▸ **Work order**:
Make an exact copy of the records, with the pictures left out.
Segment Start: The records
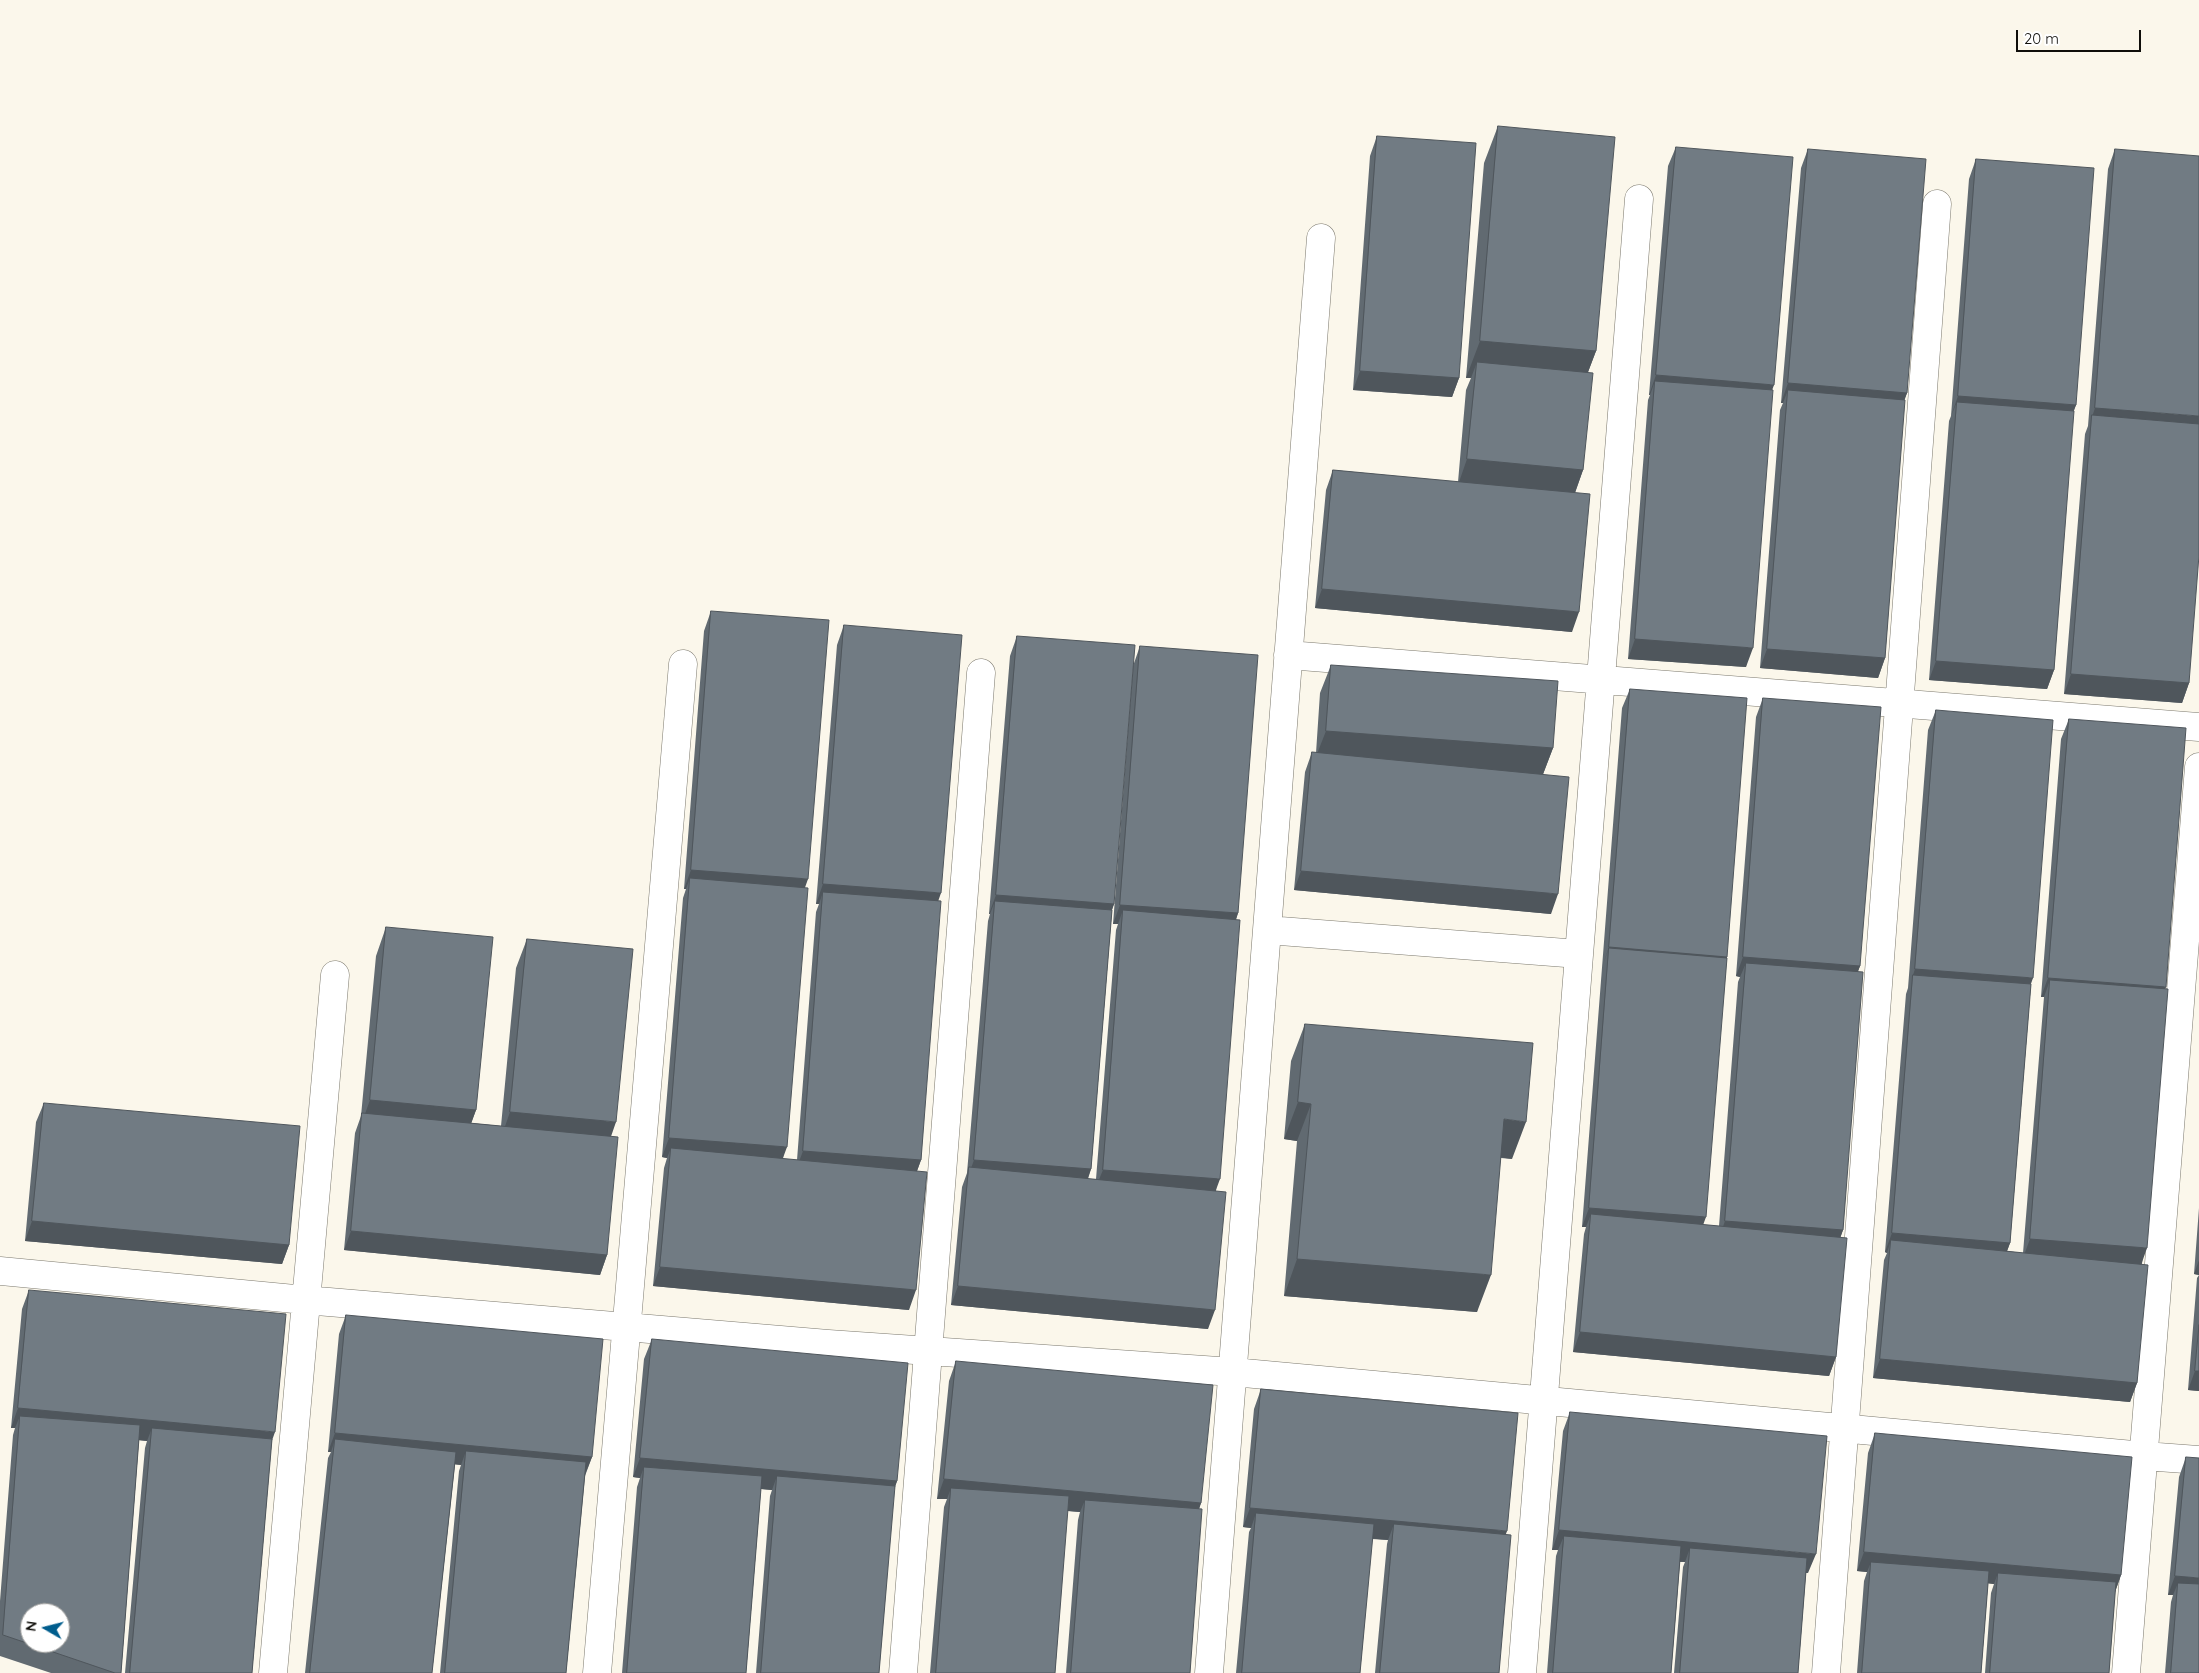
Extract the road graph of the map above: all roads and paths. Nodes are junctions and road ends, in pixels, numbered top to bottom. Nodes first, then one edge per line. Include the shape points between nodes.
1 (1640, 199) dead end
2 (1937, 204) dead end
3 (1322, 238) dead end
4 (1288, 655) junction
5 (683, 664) dead end
6 (981, 673) dead end
7 (1601, 680) junction
8 (1899, 704) junction
9 (2199, 727) edge
10 (2199, 767) edge
11 (1267, 930) junction
12 (1580, 954) junction
13 (336, 975) dead end
14 (0, 1271) edge
15 (305, 1300) junction
16 (626, 1327) junction
17 (928, 1352) junction
18 (1233, 1372) junction
19 (1544, 1401) junction
20 (1844, 1429) junction
21 (2144, 1456) junction
22 (2199, 1460) edge
23 (273, 1673) edge
24 (597, 1673) edge
25 (903, 1673) edge
26 (1209, 1673) edge
27 (1522, 1673) edge
28 (1826, 1673) edge
29 (2126, 1673) edge

1 - 7 street
2 - 8 street
3 - 4 street
4 - 7 street
4 - 11 street
5 - 16 street
6 - 17 street
7 - 8 street
7 - 12 street
8 - 9 street
8 - 20 street
10 - 21 street
11 - 12 street
11 - 18 street
12 - 19 street
13 - 15 street
14 - 15 street
15 - 16 street
15 - 23 street
16 - 17 street
16 - 24 street
17 - 18 street
17 - 25 street
18 - 19 street
18 - 26 street
19 - 20 street
19 - 27 street
20 - 21 street
20 - 28 street
21 - 22 street
21 - 29 street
Segment End: The records
▸ **Task result**:
Extract the road graph of the map above: all roads and paths. Nodes are junctions and road ends, in pixels, numbered top to bottom. Nodes first, then one edge per line. Include the shape points between nodes.
1 (1640, 199) dead end
2 (1937, 204) dead end
3 (1322, 238) dead end
4 (1288, 655) junction
5 (683, 664) dead end
6 (981, 673) dead end
7 (1601, 680) junction
8 (1899, 704) junction
9 (2199, 727) edge
10 (2199, 767) edge
11 (1267, 930) junction
12 (1580, 954) junction
13 (336, 975) dead end
14 (0, 1271) edge
15 (305, 1300) junction
16 (626, 1327) junction
17 (928, 1352) junction
18 (1233, 1372) junction
19 (1544, 1401) junction
20 (1844, 1429) junction
21 (2144, 1456) junction
22 (2199, 1460) edge
23 (273, 1673) edge
24 (597, 1673) edge
25 (903, 1673) edge
26 (1209, 1673) edge
27 (1522, 1673) edge
28 (1826, 1673) edge
29 (2126, 1673) edge

1 - 7 street
2 - 8 street
3 - 4 street
4 - 7 street
4 - 11 street
5 - 16 street
6 - 17 street
7 - 8 street
7 - 12 street
8 - 9 street
8 - 20 street
10 - 21 street
11 - 12 street
11 - 18 street
12 - 19 street
13 - 15 street
14 - 15 street
15 - 16 street
15 - 23 street
16 - 17 street
16 - 24 street
17 - 18 street
17 - 25 street
18 - 19 street
18 - 26 street
19 - 20 street
19 - 27 street
20 - 21 street
20 - 28 street
21 - 22 street
21 - 29 street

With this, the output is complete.